| What you should do |
All of the records are to be reproduced exactly.

| Supplied data |

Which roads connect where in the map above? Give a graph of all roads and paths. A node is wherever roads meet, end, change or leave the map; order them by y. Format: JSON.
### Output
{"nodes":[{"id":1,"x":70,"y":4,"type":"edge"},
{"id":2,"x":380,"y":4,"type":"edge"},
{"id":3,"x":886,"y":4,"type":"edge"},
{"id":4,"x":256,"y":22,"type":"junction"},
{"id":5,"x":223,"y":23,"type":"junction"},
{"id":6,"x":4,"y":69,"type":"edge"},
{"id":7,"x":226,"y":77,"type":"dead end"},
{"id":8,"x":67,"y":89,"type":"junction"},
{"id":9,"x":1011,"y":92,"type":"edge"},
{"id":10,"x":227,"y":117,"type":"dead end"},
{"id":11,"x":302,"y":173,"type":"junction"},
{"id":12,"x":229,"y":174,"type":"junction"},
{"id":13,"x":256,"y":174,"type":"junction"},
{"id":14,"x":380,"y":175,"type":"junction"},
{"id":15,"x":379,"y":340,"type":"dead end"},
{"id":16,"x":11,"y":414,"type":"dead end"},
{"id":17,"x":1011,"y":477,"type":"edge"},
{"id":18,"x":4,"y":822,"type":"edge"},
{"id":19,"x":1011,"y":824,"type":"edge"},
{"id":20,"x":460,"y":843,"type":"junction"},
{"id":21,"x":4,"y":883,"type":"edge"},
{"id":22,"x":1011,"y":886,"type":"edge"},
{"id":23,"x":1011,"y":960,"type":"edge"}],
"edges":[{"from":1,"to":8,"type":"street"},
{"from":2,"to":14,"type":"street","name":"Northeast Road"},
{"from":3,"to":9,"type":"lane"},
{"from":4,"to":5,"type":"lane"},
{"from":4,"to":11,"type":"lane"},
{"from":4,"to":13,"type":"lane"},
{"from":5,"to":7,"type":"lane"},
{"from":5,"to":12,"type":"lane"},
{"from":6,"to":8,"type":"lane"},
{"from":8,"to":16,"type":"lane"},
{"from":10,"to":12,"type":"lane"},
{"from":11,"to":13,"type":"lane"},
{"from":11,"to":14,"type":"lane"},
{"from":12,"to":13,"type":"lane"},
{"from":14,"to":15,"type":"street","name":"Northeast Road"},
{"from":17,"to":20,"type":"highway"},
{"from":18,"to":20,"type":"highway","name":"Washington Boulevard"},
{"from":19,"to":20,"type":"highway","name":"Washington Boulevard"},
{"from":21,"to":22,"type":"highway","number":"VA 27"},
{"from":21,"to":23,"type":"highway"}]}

| Output below |
Which roads connect where in the map above? Give a graph of all roads and paths. A node is wherever roads meet, end, change or leave the map; order them by y. Format: JSON.
### Output
{"nodes":[{"id":1,"x":70,"y":4,"type":"edge"},
{"id":2,"x":380,"y":4,"type":"edge"},
{"id":3,"x":886,"y":4,"type":"edge"},
{"id":4,"x":256,"y":22,"type":"junction"},
{"id":5,"x":223,"y":23,"type":"junction"},
{"id":6,"x":4,"y":69,"type":"edge"},
{"id":7,"x":226,"y":77,"type":"dead end"},
{"id":8,"x":67,"y":89,"type":"junction"},
{"id":9,"x":1011,"y":92,"type":"edge"},
{"id":10,"x":227,"y":117,"type":"dead end"},
{"id":11,"x":302,"y":173,"type":"junction"},
{"id":12,"x":229,"y":174,"type":"junction"},
{"id":13,"x":256,"y":174,"type":"junction"},
{"id":14,"x":380,"y":175,"type":"junction"},
{"id":15,"x":379,"y":340,"type":"dead end"},
{"id":16,"x":11,"y":414,"type":"dead end"},
{"id":17,"x":1011,"y":477,"type":"edge"},
{"id":18,"x":4,"y":822,"type":"edge"},
{"id":19,"x":1011,"y":824,"type":"edge"},
{"id":20,"x":460,"y":843,"type":"junction"},
{"id":21,"x":4,"y":883,"type":"edge"},
{"id":22,"x":1011,"y":886,"type":"edge"},
{"id":23,"x":1011,"y":960,"type":"edge"}],
"edges":[{"from":1,"to":8,"type":"street"},
{"from":2,"to":14,"type":"street","name":"Northeast Road"},
{"from":3,"to":9,"type":"lane"},
{"from":4,"to":5,"type":"lane"},
{"from":4,"to":11,"type":"lane"},
{"from":4,"to":13,"type":"lane"},
{"from":5,"to":7,"type":"lane"},
{"from":5,"to":12,"type":"lane"},
{"from":6,"to":8,"type":"lane"},
{"from":8,"to":16,"type":"lane"},
{"from":10,"to":12,"type":"lane"},
{"from":11,"to":13,"type":"lane"},
{"from":11,"to":14,"type":"lane"},
{"from":12,"to":13,"type":"lane"},
{"from":14,"to":15,"type":"street","name":"Northeast Road"},
{"from":17,"to":20,"type":"highway"},
{"from":18,"to":20,"type":"highway","name":"Washington Boulevard"},
{"from":19,"to":20,"type":"highway","name":"Washington Boulevard"},
{"from":21,"to":22,"type":"highway","number":"VA 27"},
{"from":21,"to":23,"type":"highway"}]}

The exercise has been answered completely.